September 9, 2019
New research by JLL shows that the Los Angeles industrial market will see more than 65 million square feet of expiring leases in the next three years. Of particular note, researchers found the South Bay market accounts for more than one-third of that total, representing the most lease rollover out of any of the Southern California submarkets.
JLL’s data analyst Danny Irish writes, “More than half of the leases in the South Bay were signed in the last four years, and tenants renewing five-year leases will likely face sticker shock.”
An interesting consideration is that Class A and B facilities comprise 75% of all expiring leases in the next three years, and tenants who are unable to renew but wish to stay in Los Angeles will have to join a competitive market that is running out of space for new Class A and B industrial space.
The San Gabriel Valley is home to the largest average expiring lease size at 75,000 square feet. With far fewer blocks of space 50,000 square feet and larger than there were five years ago, tenants looking for the same amount of space or larger will likely have to turn to the Inland Empire to fulfill their distribution needs.
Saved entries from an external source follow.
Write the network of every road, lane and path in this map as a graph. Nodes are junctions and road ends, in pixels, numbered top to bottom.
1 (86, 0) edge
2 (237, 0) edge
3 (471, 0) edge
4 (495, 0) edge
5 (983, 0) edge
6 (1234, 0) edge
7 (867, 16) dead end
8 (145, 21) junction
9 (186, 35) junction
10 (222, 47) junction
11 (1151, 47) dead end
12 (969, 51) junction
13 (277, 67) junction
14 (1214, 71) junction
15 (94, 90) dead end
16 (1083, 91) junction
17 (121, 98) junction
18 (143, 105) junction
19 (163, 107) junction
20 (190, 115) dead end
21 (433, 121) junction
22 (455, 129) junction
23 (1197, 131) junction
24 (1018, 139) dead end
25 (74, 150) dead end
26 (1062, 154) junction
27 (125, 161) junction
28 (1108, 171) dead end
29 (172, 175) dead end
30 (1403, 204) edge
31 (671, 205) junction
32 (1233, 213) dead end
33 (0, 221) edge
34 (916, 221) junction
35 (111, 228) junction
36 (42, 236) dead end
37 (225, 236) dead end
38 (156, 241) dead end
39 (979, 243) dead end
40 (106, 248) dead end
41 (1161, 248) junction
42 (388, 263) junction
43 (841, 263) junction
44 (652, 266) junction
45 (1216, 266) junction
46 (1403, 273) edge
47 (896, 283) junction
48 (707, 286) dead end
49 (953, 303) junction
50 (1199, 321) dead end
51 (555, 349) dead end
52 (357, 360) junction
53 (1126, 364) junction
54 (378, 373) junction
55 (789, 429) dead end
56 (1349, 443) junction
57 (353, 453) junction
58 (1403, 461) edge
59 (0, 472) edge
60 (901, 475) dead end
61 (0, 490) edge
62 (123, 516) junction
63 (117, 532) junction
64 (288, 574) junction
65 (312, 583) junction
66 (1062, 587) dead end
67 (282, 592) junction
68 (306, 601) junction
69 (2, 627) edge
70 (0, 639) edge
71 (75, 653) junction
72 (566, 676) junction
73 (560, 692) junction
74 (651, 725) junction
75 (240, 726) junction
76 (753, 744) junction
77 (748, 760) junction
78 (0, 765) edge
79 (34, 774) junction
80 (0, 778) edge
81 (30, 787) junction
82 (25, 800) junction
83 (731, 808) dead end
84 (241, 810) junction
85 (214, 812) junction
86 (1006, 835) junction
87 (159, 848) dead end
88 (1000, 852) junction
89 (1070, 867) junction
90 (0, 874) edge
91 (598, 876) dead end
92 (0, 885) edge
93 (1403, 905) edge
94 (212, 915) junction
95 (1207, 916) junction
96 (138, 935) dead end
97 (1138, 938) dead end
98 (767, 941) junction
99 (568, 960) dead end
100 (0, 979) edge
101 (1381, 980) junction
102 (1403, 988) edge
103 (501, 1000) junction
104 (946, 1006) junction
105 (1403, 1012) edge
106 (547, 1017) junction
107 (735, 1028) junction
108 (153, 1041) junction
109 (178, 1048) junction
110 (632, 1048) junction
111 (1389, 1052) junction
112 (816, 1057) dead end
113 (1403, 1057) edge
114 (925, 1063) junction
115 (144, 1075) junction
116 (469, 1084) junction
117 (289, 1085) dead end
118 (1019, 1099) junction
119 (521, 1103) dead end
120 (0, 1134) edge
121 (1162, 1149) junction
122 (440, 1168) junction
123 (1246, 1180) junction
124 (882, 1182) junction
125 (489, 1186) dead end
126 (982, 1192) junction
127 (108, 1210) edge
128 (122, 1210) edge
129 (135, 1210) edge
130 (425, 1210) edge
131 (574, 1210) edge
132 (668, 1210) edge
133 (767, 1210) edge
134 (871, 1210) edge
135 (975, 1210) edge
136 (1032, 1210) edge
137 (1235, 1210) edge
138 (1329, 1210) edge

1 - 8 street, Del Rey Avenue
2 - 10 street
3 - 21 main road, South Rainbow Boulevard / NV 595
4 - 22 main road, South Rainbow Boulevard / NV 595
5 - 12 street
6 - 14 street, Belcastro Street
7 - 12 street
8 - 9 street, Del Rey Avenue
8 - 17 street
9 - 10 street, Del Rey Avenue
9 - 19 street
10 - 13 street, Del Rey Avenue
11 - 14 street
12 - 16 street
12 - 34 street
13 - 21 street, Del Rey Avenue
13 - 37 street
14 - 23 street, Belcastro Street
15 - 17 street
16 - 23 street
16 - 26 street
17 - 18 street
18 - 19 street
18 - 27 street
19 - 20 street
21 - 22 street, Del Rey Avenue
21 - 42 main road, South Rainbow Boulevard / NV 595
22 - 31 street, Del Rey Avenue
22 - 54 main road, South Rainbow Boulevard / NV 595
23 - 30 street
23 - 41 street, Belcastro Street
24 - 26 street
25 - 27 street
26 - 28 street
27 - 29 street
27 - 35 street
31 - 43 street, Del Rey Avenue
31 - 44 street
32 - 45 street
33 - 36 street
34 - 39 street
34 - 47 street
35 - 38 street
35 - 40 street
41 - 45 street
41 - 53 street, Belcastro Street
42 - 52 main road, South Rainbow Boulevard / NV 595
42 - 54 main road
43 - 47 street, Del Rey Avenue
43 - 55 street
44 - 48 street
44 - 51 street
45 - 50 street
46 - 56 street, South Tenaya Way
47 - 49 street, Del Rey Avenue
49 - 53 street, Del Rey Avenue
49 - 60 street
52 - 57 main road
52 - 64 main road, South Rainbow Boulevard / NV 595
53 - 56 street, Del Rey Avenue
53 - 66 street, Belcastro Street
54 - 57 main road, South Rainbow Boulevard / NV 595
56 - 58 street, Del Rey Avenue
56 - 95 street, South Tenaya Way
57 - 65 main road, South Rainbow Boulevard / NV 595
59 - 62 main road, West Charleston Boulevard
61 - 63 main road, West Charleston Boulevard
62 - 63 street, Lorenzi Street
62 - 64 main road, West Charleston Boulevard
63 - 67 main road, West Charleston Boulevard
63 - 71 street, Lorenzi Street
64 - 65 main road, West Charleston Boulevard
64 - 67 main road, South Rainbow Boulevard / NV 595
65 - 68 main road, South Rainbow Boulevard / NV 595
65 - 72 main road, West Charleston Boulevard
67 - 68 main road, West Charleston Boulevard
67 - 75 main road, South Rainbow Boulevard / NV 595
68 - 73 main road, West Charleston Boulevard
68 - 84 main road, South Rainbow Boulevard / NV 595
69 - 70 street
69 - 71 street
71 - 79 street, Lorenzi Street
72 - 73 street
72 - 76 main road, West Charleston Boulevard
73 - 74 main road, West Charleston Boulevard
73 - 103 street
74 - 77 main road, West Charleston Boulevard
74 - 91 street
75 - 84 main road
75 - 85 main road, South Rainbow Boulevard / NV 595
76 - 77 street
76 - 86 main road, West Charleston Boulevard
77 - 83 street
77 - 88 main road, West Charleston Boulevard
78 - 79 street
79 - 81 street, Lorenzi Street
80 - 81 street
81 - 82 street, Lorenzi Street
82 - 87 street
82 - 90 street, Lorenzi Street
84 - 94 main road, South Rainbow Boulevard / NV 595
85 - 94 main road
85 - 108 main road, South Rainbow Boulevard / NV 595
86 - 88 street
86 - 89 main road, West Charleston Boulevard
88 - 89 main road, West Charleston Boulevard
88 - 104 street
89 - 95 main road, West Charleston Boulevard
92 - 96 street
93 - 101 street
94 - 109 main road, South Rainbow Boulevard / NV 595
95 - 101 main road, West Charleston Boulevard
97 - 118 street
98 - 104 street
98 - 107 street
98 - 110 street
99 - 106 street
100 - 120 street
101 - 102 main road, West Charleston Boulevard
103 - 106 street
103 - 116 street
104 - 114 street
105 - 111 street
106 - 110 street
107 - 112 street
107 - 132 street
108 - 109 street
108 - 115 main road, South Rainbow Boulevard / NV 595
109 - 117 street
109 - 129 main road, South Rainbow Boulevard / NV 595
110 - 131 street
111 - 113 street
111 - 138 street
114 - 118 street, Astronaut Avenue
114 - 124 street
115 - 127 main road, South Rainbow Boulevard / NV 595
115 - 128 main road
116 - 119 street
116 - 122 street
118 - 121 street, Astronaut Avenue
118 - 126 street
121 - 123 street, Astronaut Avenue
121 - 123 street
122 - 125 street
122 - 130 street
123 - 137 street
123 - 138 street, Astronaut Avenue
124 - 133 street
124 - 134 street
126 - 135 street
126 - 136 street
Moving further east may actually provide some relief to tenants who don’t necessarily need to be located close to the dense Los Angeles population, as they will likely find more flexible lease terms in the Inland Empire.
Irish concludes, “If the economic market remains strong and consumer demand for e-commerce and same-day delivery holds, there should be no stagnation in leasing in the L.A. market.” He points out that although some of these expiring leases may result in vacancies, space is not expected to remain on the market for long.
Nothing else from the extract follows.